Mi padre no dijo nada; solo bajó la mirada. Camilo intentó defenderme:

—Mamá, al menos trajo algo para comer…

Pero ella no quiso escuchar. Me encerré otra vez en mi cuarto, sintiendo una mezcla de vergüenza y orgullo.

Los días pasaron y seguí tocando con don Ernesto. Aprendí canciones nuevas, conocí gente distinta: vendedores ambulantes, niños huérfanos, mujeres cansadas de esperar milagros. Cada uno tenía su propia historia de lucha y dolor. Empecé a entender que no era el único perdido en este mundo.

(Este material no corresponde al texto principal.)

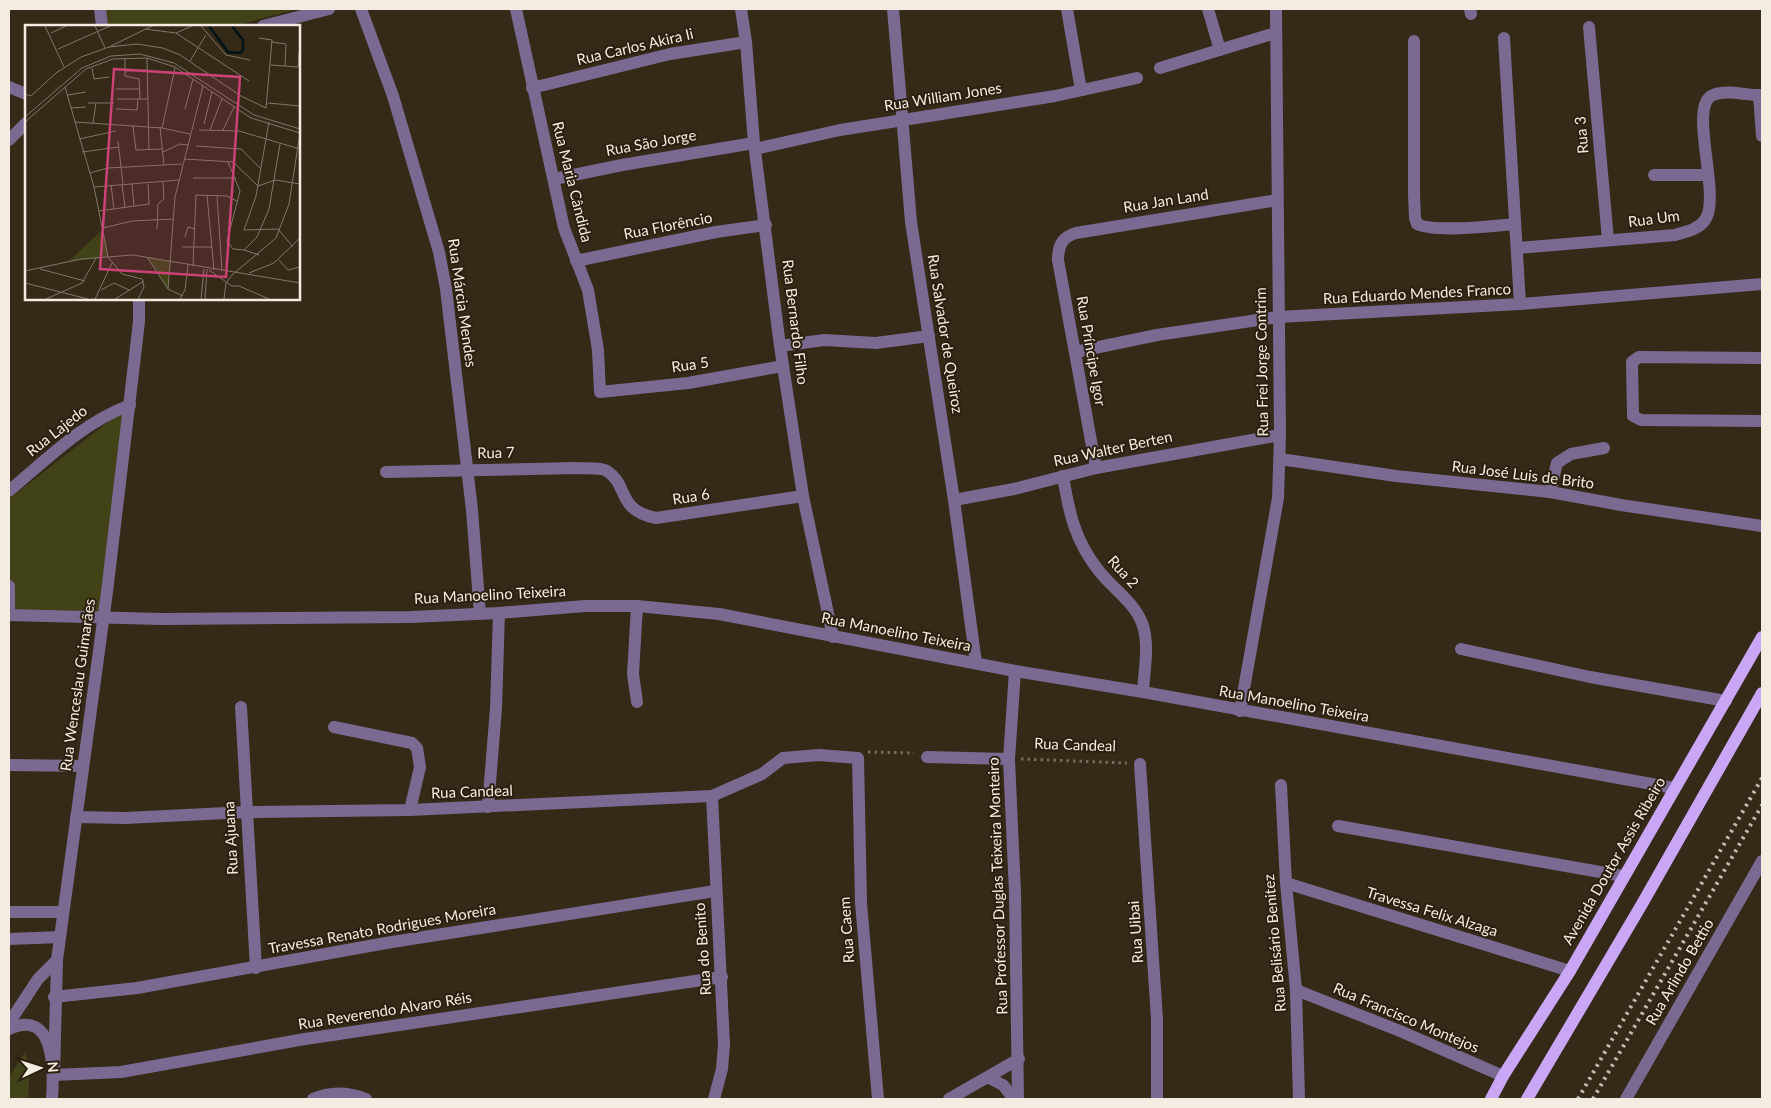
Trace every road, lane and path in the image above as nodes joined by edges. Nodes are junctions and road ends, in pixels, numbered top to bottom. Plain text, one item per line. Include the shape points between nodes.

Una tarde, mientras tocábamos frente al metro, se acercó una mujer elegante. Me preguntó si quería audicionar para un concurso de talentos locales. Dudé; pensé en mi madre y su desaprobación. Pero don Ernesto me animó:

—La vida es como una canción: si no te atreves a tocarla, nunca sabrás cómo suena.

Fui al concurso sin decirle nada a mi familia. Cuando llegó el día de la final, el teatro estaba lleno. Sentí un nudo en la garganta al ver entre el público a Camilo y Valeria; mi madre no fue.

Canté como nunca antes. Al terminar, el aplauso fue ensordecedor. Gané el primer lugar y un pequeño premio en efectivo. Pero lo más importante fue ver a Valeria correr hacia mí con lágrimas en los ojos:

—¡Sabía que podías hacerlo!

Esa noche llegué a casa con miedo. Mi madre me esperaba sentada en la mesa. Me miró largo rato antes de hablar:

—No entiendo tus decisiones… pero eres mi hijo. Solo quiero que seas feliz.

Lloramos juntos por primera vez en años.

Hoy sigo luchando por mis sueños y por mi familia. A veces siento que traiciono a uno por elegir al otro; otras veces creo que puedo honrar ambos caminos si soy fiel a mí mismo.

¿Y tú? ¿Alguna vez has sentido que tus sueños van en contra de lo que tu familia espera de ti? ¿A quién le debes tu lealtad realmente?